Farewell · Didi leaves

Bernd Steinhauer † – Foto: H.D. Peltzer

Somewhere the hairdresser took too much away. Somehow there’s too much in the basket that he takes with him to every class, waving it around. The basket also disrupts the seating to his left on the table in the staff room. You have to try walking next to Didi and his basket. He somehow walks too wide-legged. It takes up too much space. He doesn’t sit at the table in the staff room, but next to the half of the table he takes up, so that you can’t get past him. It can also happen that the colleague to his right only sees his back. Somehow Didi is there too much!

It’s a good thing that the colleague to his right (at the table in the staff room, not in a political sense, that would hardly be possible to still be to the right of the ‚Bild‘) has been used to dogs since he was a child; They also grab your forearm when they want to draw attention to something important to them.

Dogs do it with their snouts, Didi with their hands and snouts. Both remain bruised. There’s a bit too much Didi here too.

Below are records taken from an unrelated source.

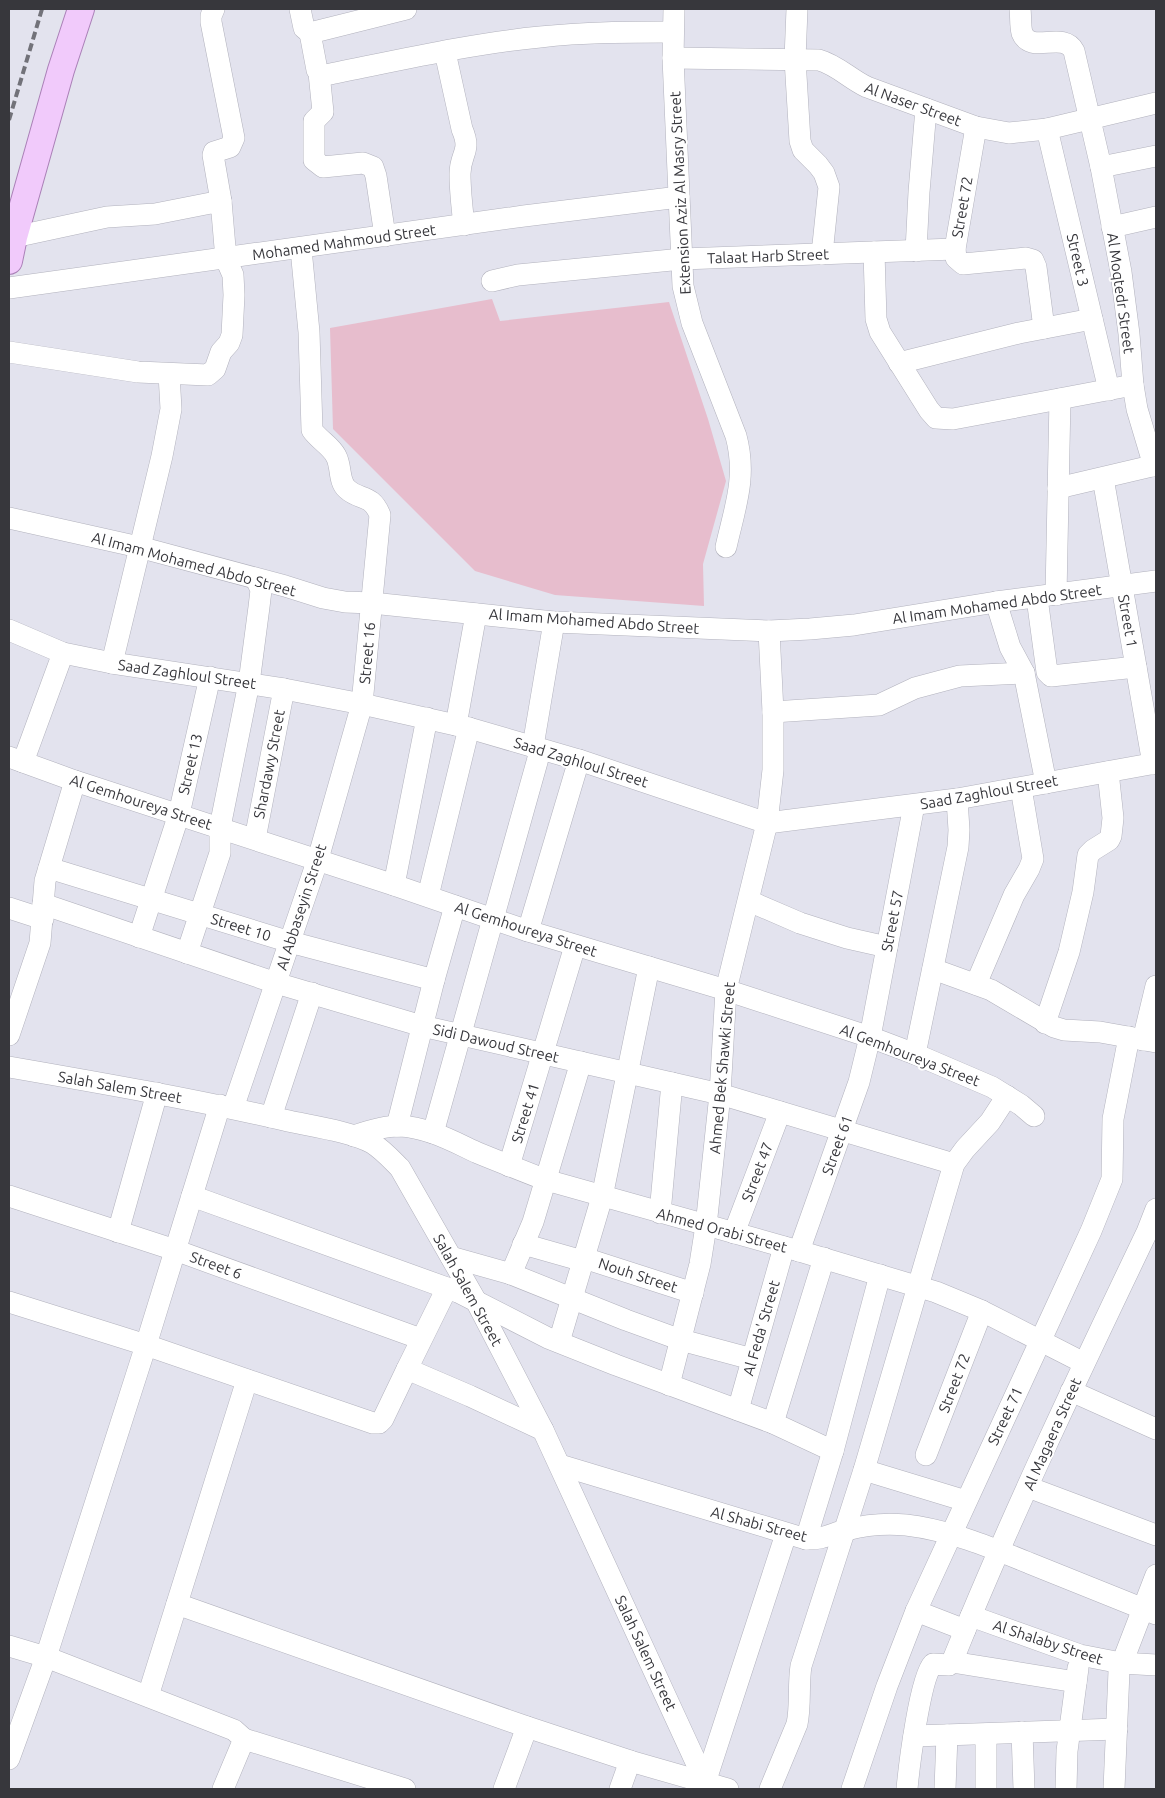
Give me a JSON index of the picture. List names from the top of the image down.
{
  "streets": {
    "street": [
      "Al Naser Street",
      "Extension Aziz Al Masry Street",
      "Street 72",
      "Mohamed Mahmoud Street",
      "Talaat Harb Street",
      "Street 3",
      "Al Moqtedr Street",
      "Al Imam Mohamed Abdo Street",
      "Street 1",
      "Street 16",
      "Saad Zaghloul Street",
      "Street 13",
      "Shardawy Street",
      "Al Gemhoureya Street",
      "Al Abbaseyin Street",
      "Street 57",
      "Street 10",
      "Sidi Dawoud Street",
      "Ahmed Bek Shawki Street",
      "Salah Salem Street",
      "Street 41",
      "Street 61",
      "Street 47",
      "Ahmed Orabi Street",
      "Street 6",
      "Nouh Street",
      "Al Feda' Street",
      "Street 71",
      "Al Magaera Street",
      "Al Shabi Street",
      "Al Shalaby Street"
    ]
  },
  "crossings": [
    ["Al Naser Street", "Extension Aziz Al Masry Street"],
    ["Al Naser Street", "Street 72"],
    ["Al Naser Street", "Street 3"],
    ["Al Naser Street", "Al Moqtedr Street"],
    ["Extension Aziz Al Masry Street", "Mohamed Mahmoud Street"],
    ["Extension Aziz Al Masry Street", "Talaat Harb Street"],
    ["Street 72", "Talaat Harb Street"],
    ["Street 72", "Ahmed Orabi Street"],
    ["Mohamed Mahmoud Street", "Street 16"],
    ["Al Imam Mohamed Abdo Street", "Street 1"],
    ["Al Imam Mohamed Abdo Street", "Street 16"],
    ["Al Imam Mohamed Abdo Street", "Ahmed Bek Shawki Street"],
    ["Street 1", "Saad Zaghloul Street"],
    ["Street 16", "Saad Zaghloul Street"],
    ["Street 16", "Al Abbaseyin Street"],
    ["Saad Zaghloul Street", "Street 13"],
    ["Saad Zaghloul Street", "Shardawy Street"],
    ["Saad Zaghloul Street", "Al Abbaseyin Street"],
    ["Saad Zaghloul Street", "Street 57"],
    ["Saad Zaghloul Street", "Ahmed Bek Shawki Street"],
    ["Street 13", "Al Gemhoureya Street"],
    ["Street 13", "Street 10"],
    ["Street 13", "Sidi Dawoud Street"],
    ["Shardawy Street", "Al Gemhoureya Street"],
    ["Al Gemhoureya Street", "Al Abbaseyin Street"],
    ["Al Gemhoureya Street", "Street 57"],
    ["Al Gemhoureya Street", "Ahmed Bek Shawki Street"],
    ["Al Gemhoureya Street", "Street 41"],
    ["Al Gemhoureya Street", "Street 61"],
    ["Al Abbaseyin Street", "Street 10"],
    ["Al Abbaseyin Street", "Sidi Dawoud Street"],
    ["Al Abbaseyin Street", "Salah Salem Street"],
    ["Al Abbaseyin Street", "Street 6"],
    ["Street 57", "Street 61"],
    ["Sidi Dawoud Street", "Ahmed Bek Shawki Street"],
    ["Sidi Dawoud Street", "Street 41"],
    ["Sidi Dawoud Street", "Street 61"],
    ["Sidi Dawoud Street", "Street 47"],
    ["Ahmed Bek Shawki Street", "Ahmed Orabi Street"],
    ["Ahmed Bek Shawki Street", "Nouh Street"],
    ["Salah Salem Street", "Ahmed Orabi Street"],
    ["Salah Salem Street", "Al Shabi Street"],
    ["Street 41", "Ahmed Orabi Street"],
    ["Street 61", "Ahmed Orabi Street"],
    ["Street 61", "Al Feda' Street"],
    ["Street 47", "Ahmed Orabi Street"],
    ["Ahmed Orabi Street", "Al Feda' Street"],
    ["Ahmed Orabi Street", "Street 71"],
    ["Ahmed Orabi Street", "Al Magaera Street"],
    ["Street 71", "Al Shabi Street"],
    ["Street 71", "Al Shalaby Street"],
    ["Al Magaera Street", "Al Shabi Street"],
    ["Al Magaera Street", "Al Shalaby Street"]
  ]
}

If the school management thinks that they can restrict Didi’s area, narrow it down a little, take away some of the space that this considerably tall and always well-protected man occupies, then they have to realize: Didi needs a lot of space, and then he can In the eyes of the school management, there was suddenly too much Didi. For example, in a role play that he organizes with the deputy or when there are questions about the meaning of a measure in the discussion of the A 15er. People had probably forgotten that Didi, as a philosopher, already had an inherent right to the question of meaning. Then they think: there is too much Didi. Didn’t the boss sometimes think that when she came into the teacher’s lounge rather brooding and she wanted to reduce her worries a little by talking to one or other of the Dammers and then giving her a friendly but far too loud “Good morning, boss “ sounds opposite?

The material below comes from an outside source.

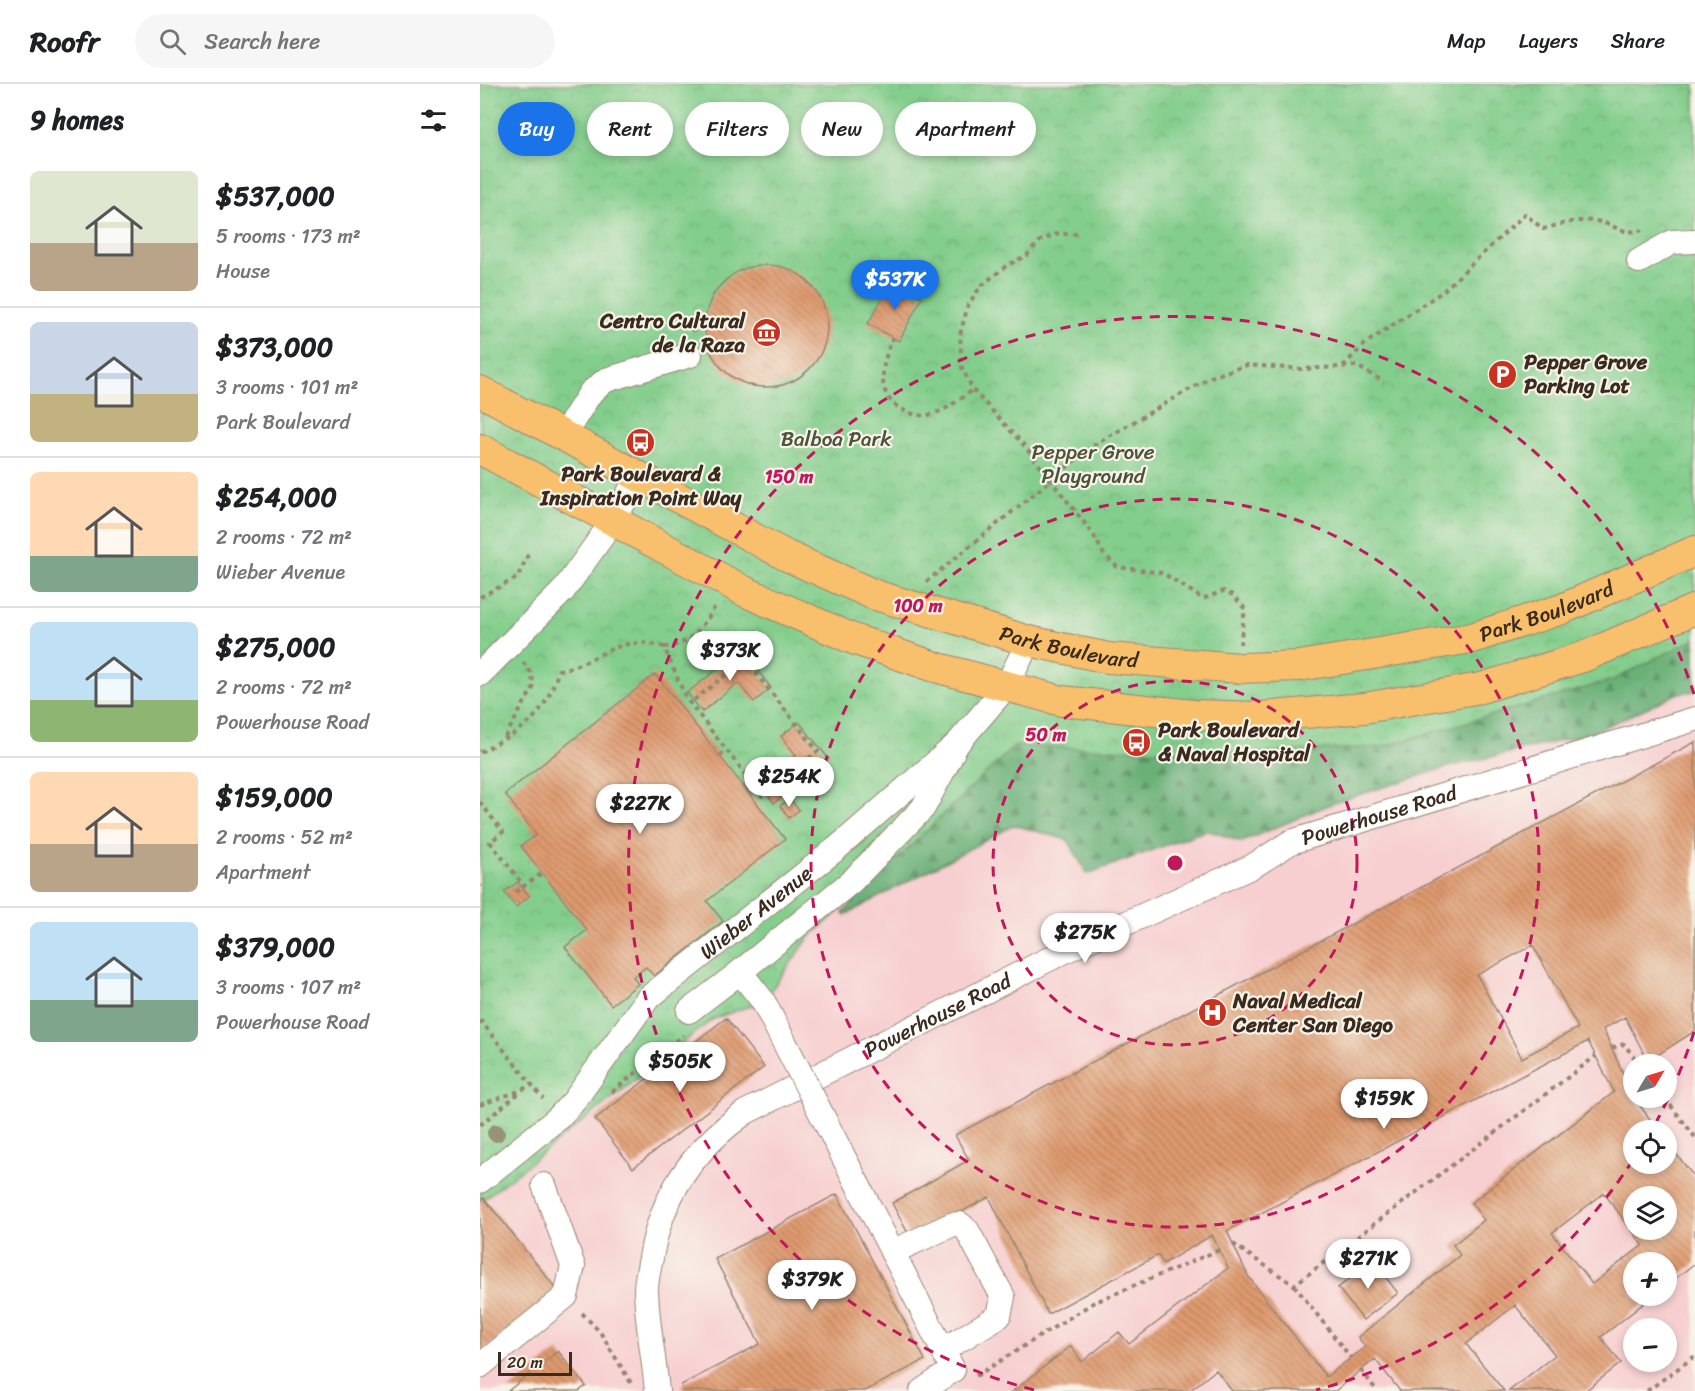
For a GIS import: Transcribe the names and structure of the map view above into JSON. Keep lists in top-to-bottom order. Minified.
{"streets":{"main road":["Park Boulevard"],"street":["Powerhouse Road","Wieber Avenue"]},"crossings":[["Park Boulevard","Wieber Avenue"]],"parks":["Balboa Park","Pepper Grove Playground"],"places":{"museum":["Centro Cultural de la Raza"],"parking":["Pepper Grove Parking Lot"],"bus stop":["Park Boulevard & Inspiration Point Way","Park Boulevard & Naval Hospital"],"hospital":["Naval Medical Center San Diego"]},"scale_bar":"20 m","north":"top right","page":{"header":"Roofr","search":"Search here","nav":["Map","Layers","Share"],"heading":"9 homes","chip":["Buy","Rent","Filters","New","Apartment"],"list":[{"name":"$537,000","note":"5 rooms · 173 m² · House"},{"name":"$373,000","note":"3 rooms · 101 m² · Park Boulevard"},{"name":"$254,000","note":"2 rooms · 72 m² · Wieber Avenue"},{"name":"$275,000","note":"2 rooms · 72 m² · Powerhouse Road"},{"name":"$159,000","note":"2 rooms · 52 m² · Apartment"},{"name":"$379,000","note":"3 rooms · 107 m² · Powerhouse Road"}],"price":["$537K","$373K","$254K","$227K","$275K","$505K","$159K","$271K","$379K"],"map_buttons":["+","−"],"scale":"20 m"},"rings":["150 m","100 m","50 m"]}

It was blatantly obvious that Didi had one too many when his right-hand table neighbor (that’s the one with the bruises on his forearm) was hit by the transfer. But Didi really wasn’t allowed to do that! He showed feelings. First to the students, which led the deputy, who had been shaken in the above-mentioned role play, to issue a ban on not making any personal communications to the students at the next conference, since this was not in the curriculum. You certainly shouldn’t show feelings in front of the class, they’re none of the students‘ business. Didi cried in front of the students out of humanity and probably because he suspected that this kind of humanity would soon be banned by the deputy. The next day, instead of tears, the philosopher remembered his rhetorical skills, which, after decades of slumber, finally burst upon the college in full force. The power of humanity was demanded, which had to give way to the rule of the administration, known in Greek as ‚bureaucracy‘. Given the graphic images in this speech, the boss could only look away, spellbound. The deputy was missing. The college was silent in its dismay. – Here too: Simply too much Didi!

Students know Didi as a teacher who “balances the gap between the teachers who make school unpleasant” (Daniela Laufenberg, student in this year’s high school graduating class). He knows how to make students see what is important. The so-called teaching material can sometimes be neglected. – In contrast to his appearance in front of his colleagues and especially the school management, the students do not think that there is too much Didi. They wish there were more teachers who enriched everyday school life with bon mots and Pütti cookies. Not enough Didi is warned. With a good sense of what’s important in life, Didi sometimes receives emails from grateful students who encourage him not to be too much Didi. Another quote from a student in grade 11 speaks for itself: “We learned more in Latin in six months at Peltzer than we did in two years at the stupid goat” (referring to a retired colleague).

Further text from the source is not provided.